Perfluorooctane sulfonate (PFOS) and perfluorooctanoic acid (PFOA) are the major components of long-chain per- and polyfluorinated alkyl substances (PFAS), known for their chemical stability and environmental persistence. Even if PFOA and PFOS have been phased out or are limited in use, they still represent a concern for human and environmental health. Several studies have been performed to highlight the toxicological behavior of these chemicals and their mode of action (MoA). Data suggested the causal association between PFOA or PFOS exposure and carcinogenicity in humans, but the outcomes of epidemiological studies showed some inconsistency. Moreover, the hypothesized MoA based on animal studies is considered not relevant for human cancer. In order to improve the knowledge on PFAS toxicology and contribute to the weight of evidence for the regulatory classification of PFAS, we used the BALB/c 3T3 cell transformation assay (CTA), an in vitro model under consideration to be included in an integrated approach to testing and assessment for non-genotoxic carcinogens (NGTxCs).
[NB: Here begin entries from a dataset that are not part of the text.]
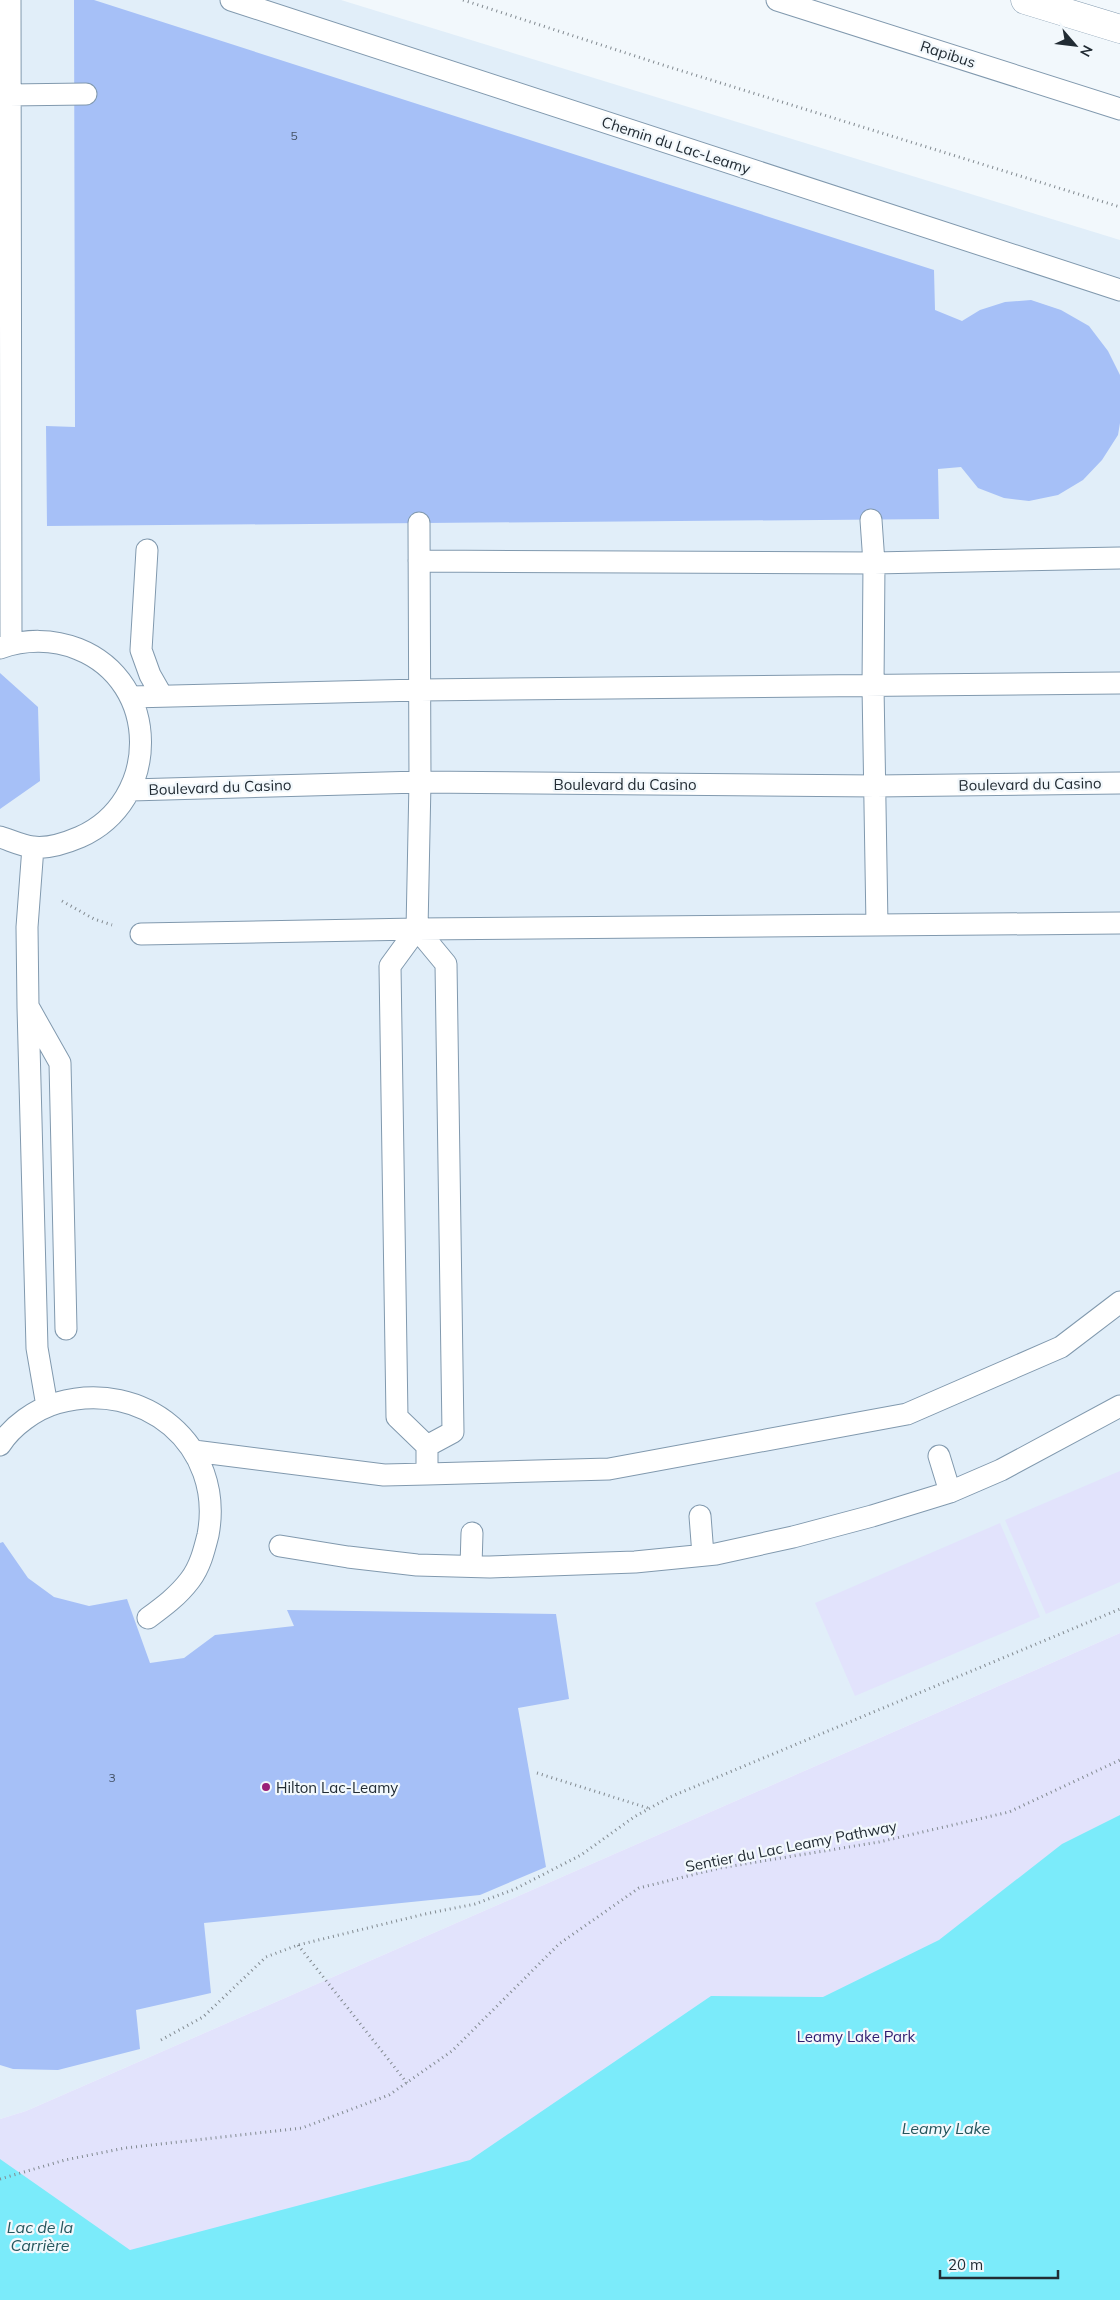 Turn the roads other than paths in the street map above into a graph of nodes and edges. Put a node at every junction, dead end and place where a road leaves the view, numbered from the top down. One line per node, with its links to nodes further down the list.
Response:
1 (10, 0): 7 (lane)
2 (231, 0): 9 (lane, Chemin du Lac-Leamy)
3 (777, 0): 8 (lane, Rapibus)
4 (1026, 0): 5 (main road)
5 (1120, 30)
6 (86, 94): 7 (lane)
7 (10, 95): 16 (lane)
8 (1120, 108)
9 (1120, 290)
10 (872, 520): 15 (lane)
11 (419, 524): 14 (lane)
12 (147, 550): 20 (lane)
13 (1120, 558): 15 (lane)
14 (419, 561): 15 (lane); 19 (lane)
15 (874, 563): 18 (lane)
16 (5, 646): 21 (lane)
17 (1120, 683): 18 (lane)
18 (873, 686): 19 (lane); 24 (lane)
19 (420, 690): 20 (lane); 22 (lane)
20 (162, 696): 21 (lane)
21 (131, 697): 25 (lane)
22 (420, 782): 24 (lane, Boulevard du Casino); 25 (lane, Boulevard du Casino); 30 (lane)
23 (1120, 783): 24 (lane, Boulevard du Casino)
24 (876, 786): 29 (lane)
25 (130, 790): 27 (lane)
26 (0, 837): 27 (lane)
27 (33, 847): 32 (lane)
28 (1120, 923): 29 (lane)
29 (877, 925): 30 (lane)
30 (417, 929): 31 (lane); 38 (lane); 38 (lane)
31 (141, 934)
32 (28, 1007): 34 (lane); 35 (lane)
33 (1120, 1302): 41 (lane)
34 (66, 1330)
35 (47, 1406): 37 (lane); 39 (lane)
36 (1120, 1406): 42 (lane)
37 (0, 1445)
38 (426, 1446): 41 (lane)
39 (194, 1452): 41 (lane); 48 (lane)
40 (940, 1456): 42 (lane)
41 (427, 1474)
42 (950, 1492): 46 (lane)
43 (700, 1516): 46 (lane)
44 (472, 1533): 47 (lane)
45 (280, 1546): 47 (lane)
46 (704, 1555): 47 (lane)
47 (471, 1566)
48 (148, 1618)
PFOS and PFOA were tested at several concentrations by using a validated experimental protocol. Our results demonstrated that PFOA is not able to induce cell transformation, whereas PFOS exposure led to a concentration-related increase of type-III foci. Malignant foci formation is triggered at PFOS concentrations equal to or higher than 50 ppm. It is not directly associated with cytotoxicity or proliferation induction. The divergent CTA outcomes suggest that different molecular events could be responsible for the toxicological profiles of PFOS and PFOA, which were not completely captured in our study.